Exclude all images and print the entries below exactly.

===== DATA RECORDS

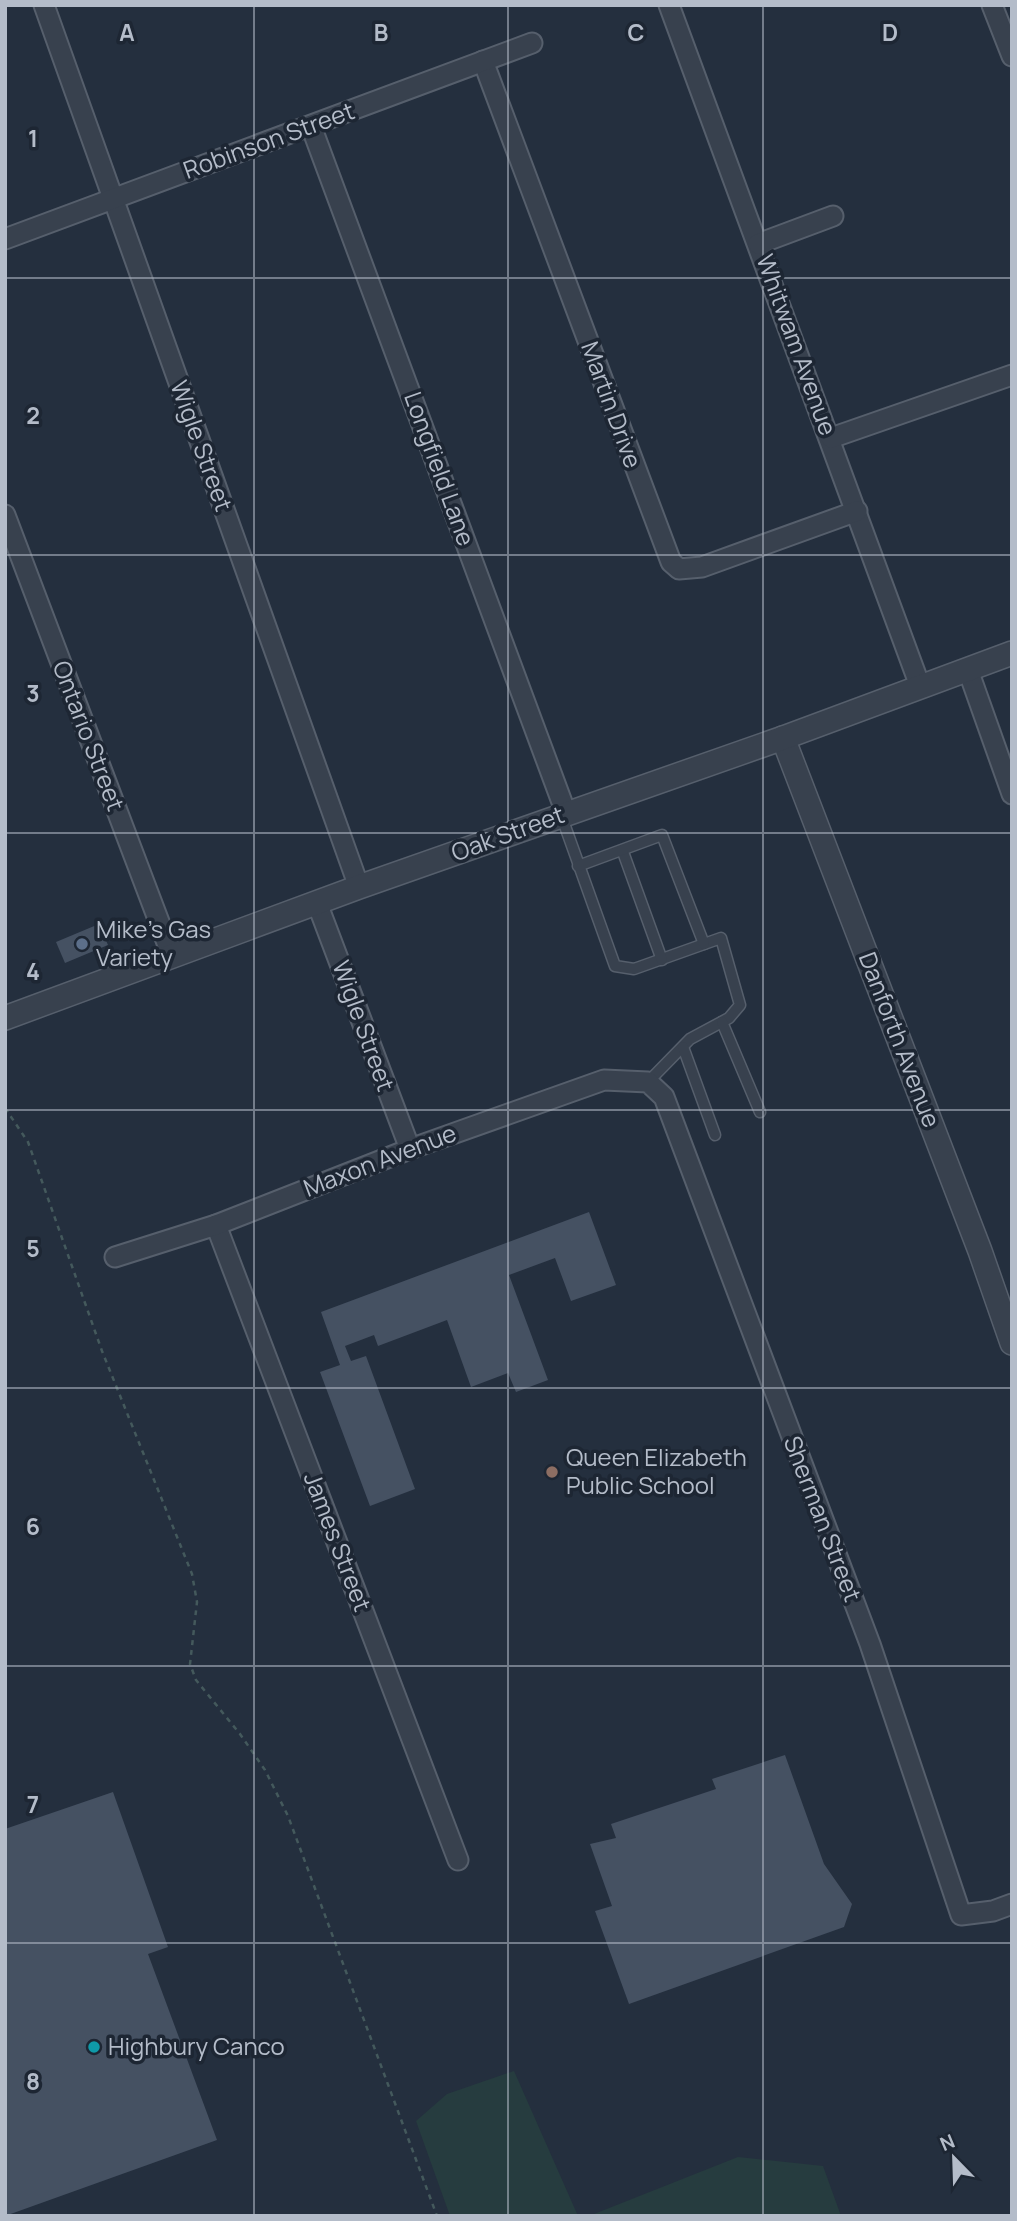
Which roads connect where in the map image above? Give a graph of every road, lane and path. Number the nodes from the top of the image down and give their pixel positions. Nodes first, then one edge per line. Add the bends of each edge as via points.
1 (44, 5) edge
2 (669, 5) edge
3 (992, 5) edge
4 (532, 43) dead end
5 (1012, 56) edge
6 (483, 61) junction
7 (311, 126) junction
8 (112, 200) junction
9 (833, 216) dead end
10 (5, 239) edge
11 (758, 244) junction
12 (1012, 375) edge
13 (831, 438) junction
14 (857, 511) junction
15 (5, 515) edge
16 (1012, 653) edge
17 (968, 670) junction
18 (920, 686) junction
19 (783, 738) junction
20 (1012, 794) edge
21 (564, 814) junction
22 (623, 852) junction
23 (578, 866) junction
24 (359, 887) junction
25 (317, 902) junction
26 (704, 944) junction
27 (172, 956) junction
28 (662, 960) junction
29 (5, 1018) edge
30 (722, 1021) junction
31 (683, 1047) junction
32 (648, 1082) junction
33 (5, 1108) edge
34 (760, 1112) dead end
35 (715, 1135) dead end
36 (410, 1149) junction
37 (216, 1224) junction
38 (115, 1257) dead end
39 (1012, 1343) edge
40 (458, 1860) dead end
41 (1012, 1904) edge
42 (437, 2216) edge

1 - 8 street, Wigle Street
2 - 11 street, Whitwam Avenue
3 - 5 street
4 - 6 street, Robinson Street
6 - 7 street, Robinson Street
6 - 14 street, Martin Drive via 671,562 679,569 702,567
7 - 8 street, Robinson Street
7 - 21 street, Longfield Lane
8 - 10 street, Robinson Street
8 - 24 street, Wigle Street
9 - 11 street
11 - 13 street, Whitwam Avenue
12 - 13 street
13 - 14 street, Whitwam Avenue
14 - 18 street, Whitwam Avenue
15 - 27 street, Ontario Street
16 - 17 street, Oak Street
17 - 18 street, Oak Street
17 - 20 street
18 - 19 street, Oak Street
19 - 21 street, Oak Street
19 - 39 street, Danforth Avenue via 981,1251
21 - 23 lane
21 - 24 street, Oak Street
22 - 23 lane
22 - 26 lane via 662,835
22 - 28 lane
23 - 28 lane via 615,965 634,969
24 - 25 street, Oak Street
25 - 27 street, Oak Street
25 - 36 street, Wigle Street
26 - 28 lane
26 - 30 lane via 721,938 738,995 740,1005
27 - 29 street, Oak Street
30 - 31 lane
30 - 34 lane
31 - 32 lane
31 - 35 lane
32 - 36 street, Maxon Avenue via 604,1080
32 - 41 street, Sherman Street via 664,1097 723,1253 870,1644 961,1914
33 - 42 path via 28,1142 102,1351 192,1574 197,1602 190,1664 196,1680 265,1770 288,1816
36 - 37 street, Maxon Avenue
37 - 38 street, Maxon Avenue
37 - 40 street, James Street

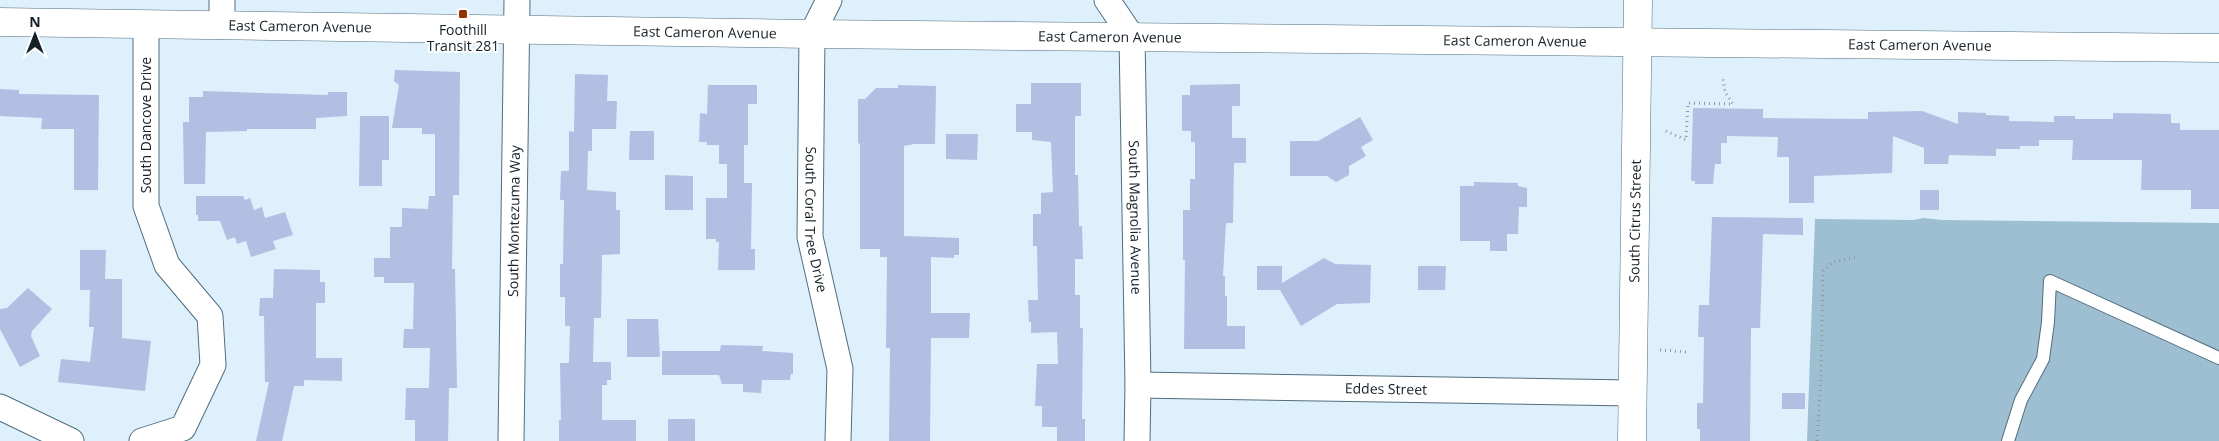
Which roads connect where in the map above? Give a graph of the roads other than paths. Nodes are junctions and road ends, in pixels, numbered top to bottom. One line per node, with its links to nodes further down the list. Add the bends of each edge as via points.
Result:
1 (517, 0): 8 (street, South Montezuma Way)
2 (829, 0): 9 (street, South Coral Tree Drive)
3 (1107, 0): 10 (street)
4 (1638, 0): 11 (main road, South Citrus Street)
5 (222, 13): 7 (main road, East Cameron Avenue); 8 (main road, East Cameron Avenue)
6 (0, 22): 7 (main road, East Cameron Avenue)
7 (146, 24): 18 (street, South Dancove Drive, via 146,206 167,266 210,316 213,365 182,428)
8 (517, 29): 9 (main road, East Cameron Avenue); 19 (street, South Montezuma Way)
9 (812, 34): 10 (main road, East Cameron Avenue); 20 (street, South Coral Tree Drive, via 810,237 840,369)
10 (1132, 37): 11 (main road, East Cameron Avenue); 14 (street, South Magnolia Avenue)
11 (1637, 43): 12 (main road, East Cameron Avenue); 15 (main road, South Citrus Street)
12 (2219, 48)
13 (2219, 358): 23 (lane, via 2050,281 2043,359 2021,400)
14 (1138, 385): 15 (street, Eddes Street); 21 (street, South Magnolia Avenue)
15 (1632, 393): 22 (main road, South Citrus Street)
16 (0, 407): 17 (street)
17 (71, 441)
18 (142, 441)
19 (511, 441)
20 (838, 441)
21 (1137, 441)
22 (1632, 441)
23 (2008, 441)

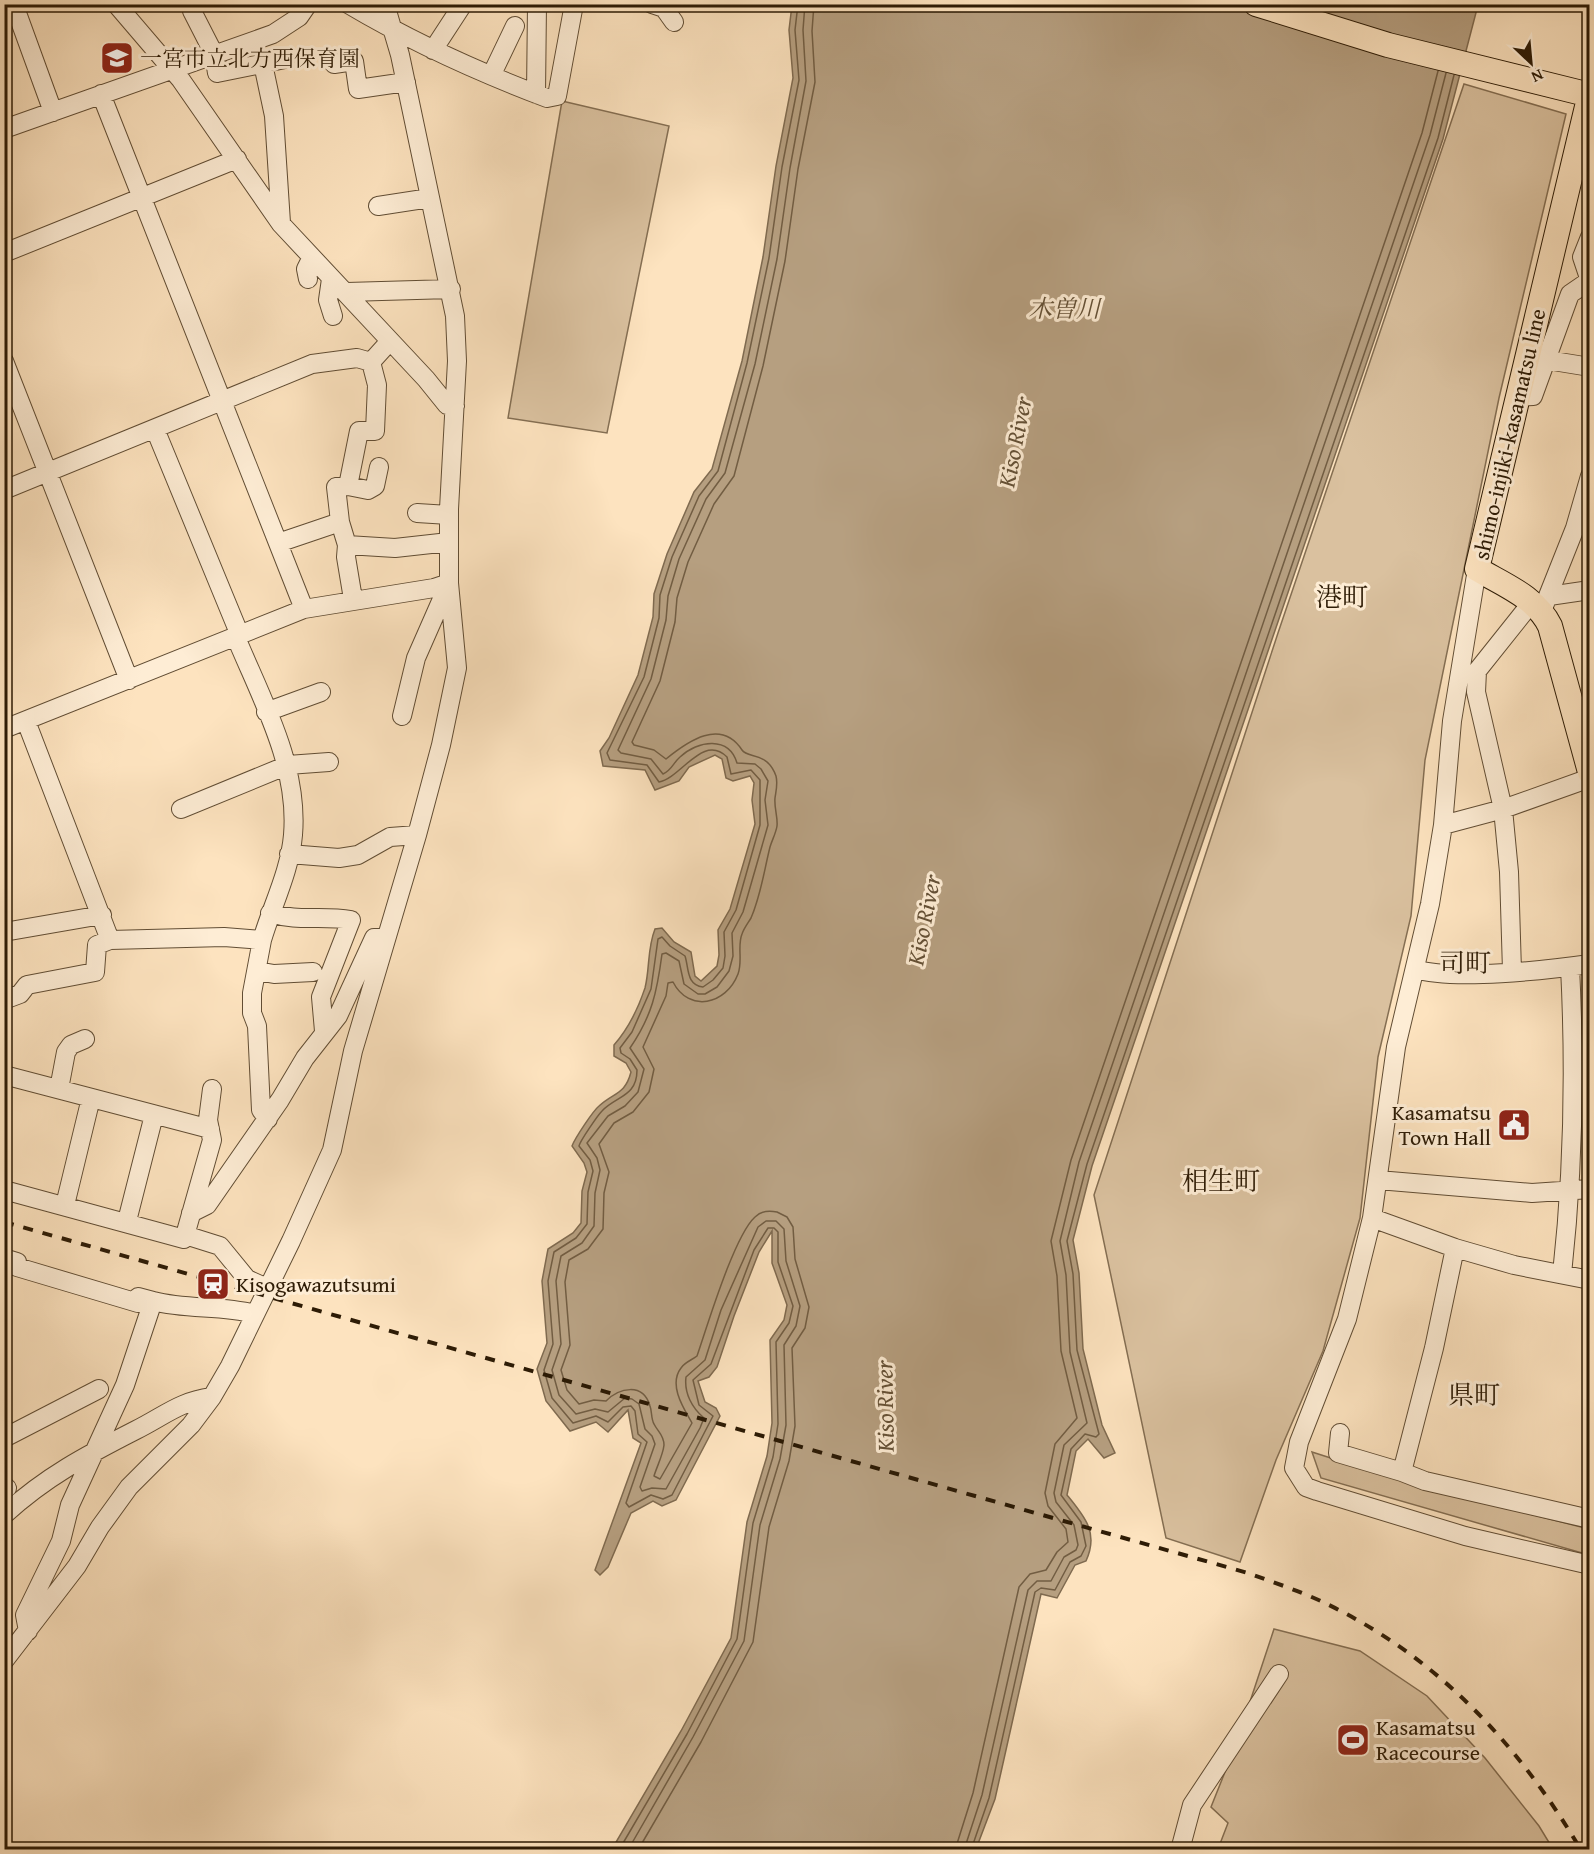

==========

EXPECTED ANSWER —
Which roads connect where in the map image above? Give a graph of every road, lane and path. Number the nodes from the top of the image down and give their pixel positions. Nodes first, then one edge per line. Add the bends of each edge as via points.
1 (44, 5) edge
2 (669, 5) edge
3 (992, 5) edge
4 (532, 43) dead end
5 (1012, 56) edge
6 (483, 61) junction
7 (311, 126) junction
8 (112, 200) junction
9 (833, 216) dead end
10 (5, 239) edge
11 (758, 244) junction
12 (1012, 375) edge
13 (831, 438) junction
14 (857, 511) junction
15 (5, 515) edge
16 (1012, 653) edge
17 (968, 670) junction
18 (920, 686) junction
19 (783, 738) junction
20 (1012, 794) edge
21 (564, 814) junction
22 (623, 852) junction
23 (578, 866) junction
24 (359, 887) junction
25 (317, 902) junction
26 (704, 944) junction
27 (172, 956) junction
28 (662, 960) junction
29 (5, 1018) edge
30 (722, 1021) junction
31 (683, 1047) junction
32 (648, 1082) junction
33 (5, 1108) edge
34 (760, 1112) dead end
35 (715, 1135) dead end
36 (410, 1149) junction
37 (216, 1224) junction
38 (115, 1257) dead end
39 (1012, 1343) edge
40 (458, 1860) dead end
41 (1012, 1904) edge
42 (437, 2216) edge

1 - 8 street, Wigle Street
2 - 11 street, Whitwam Avenue
3 - 5 street
4 - 6 street, Robinson Street
6 - 7 street, Robinson Street
6 - 14 street, Martin Drive via 671,562 679,569 702,567
7 - 8 street, Robinson Street
7 - 21 street, Longfield Lane
8 - 10 street, Robinson Street
8 - 24 street, Wigle Street
9 - 11 street
11 - 13 street, Whitwam Avenue
12 - 13 street
13 - 14 street, Whitwam Avenue
14 - 18 street, Whitwam Avenue
15 - 27 street, Ontario Street
16 - 17 street, Oak Street
17 - 18 street, Oak Street
17 - 20 street
18 - 19 street, Oak Street
19 - 21 street, Oak Street
19 - 39 street, Danforth Avenue via 981,1251
21 - 23 lane
21 - 24 street, Oak Street
22 - 23 lane
22 - 26 lane via 662,835
22 - 28 lane
23 - 28 lane via 615,965 634,969
24 - 25 street, Oak Street
25 - 27 street, Oak Street
25 - 36 street, Wigle Street
26 - 28 lane
26 - 30 lane via 721,938 738,995 740,1005
27 - 29 street, Oak Street
30 - 31 lane
30 - 34 lane
31 - 32 lane
31 - 35 lane
32 - 36 street, Maxon Avenue via 604,1080
32 - 41 street, Sherman Street via 664,1097 723,1253 870,1644 961,1914
33 - 42 path via 28,1142 102,1351 192,1574 197,1602 190,1664 196,1680 265,1770 288,1816
36 - 37 street, Maxon Avenue
37 - 38 street, Maxon Avenue
37 - 40 street, James Street

Which roads connect where in the map above? Give a graph of the roads other than paths. Nodes are junctions and road ends, in pixels, numbered top to bottom. One line per node, with its links to nodes further down the list. Add the bends of each edge as via points.
Result:
1 (517, 0): 8 (street, South Montezuma Way)
2 (829, 0): 9 (street, South Coral Tree Drive)
3 (1107, 0): 10 (street)
4 (1638, 0): 11 (main road, South Citrus Street)
5 (222, 13): 7 (main road, East Cameron Avenue); 8 (main road, East Cameron Avenue)
6 (0, 22): 7 (main road, East Cameron Avenue)
7 (146, 24): 18 (street, South Dancove Drive, via 146,206 167,266 210,316 213,365 182,428)
8 (517, 29): 9 (main road, East Cameron Avenue); 19 (street, South Montezuma Way)
9 (812, 34): 10 (main road, East Cameron Avenue); 20 (street, South Coral Tree Drive, via 810,237 840,369)
10 (1132, 37): 11 (main road, East Cameron Avenue); 14 (street, South Magnolia Avenue)
11 (1637, 43): 12 (main road, East Cameron Avenue); 15 (main road, South Citrus Street)
12 (2219, 48)
13 (2219, 358): 23 (lane, via 2050,281 2043,359 2021,400)
14 (1138, 385): 15 (street, Eddes Street); 21 (street, South Magnolia Avenue)
15 (1632, 393): 22 (main road, South Citrus Street)
16 (0, 407): 17 (street)
17 (71, 441)
18 (142, 441)
19 (511, 441)
20 (838, 441)
21 (1137, 441)
22 (1632, 441)
23 (2008, 441)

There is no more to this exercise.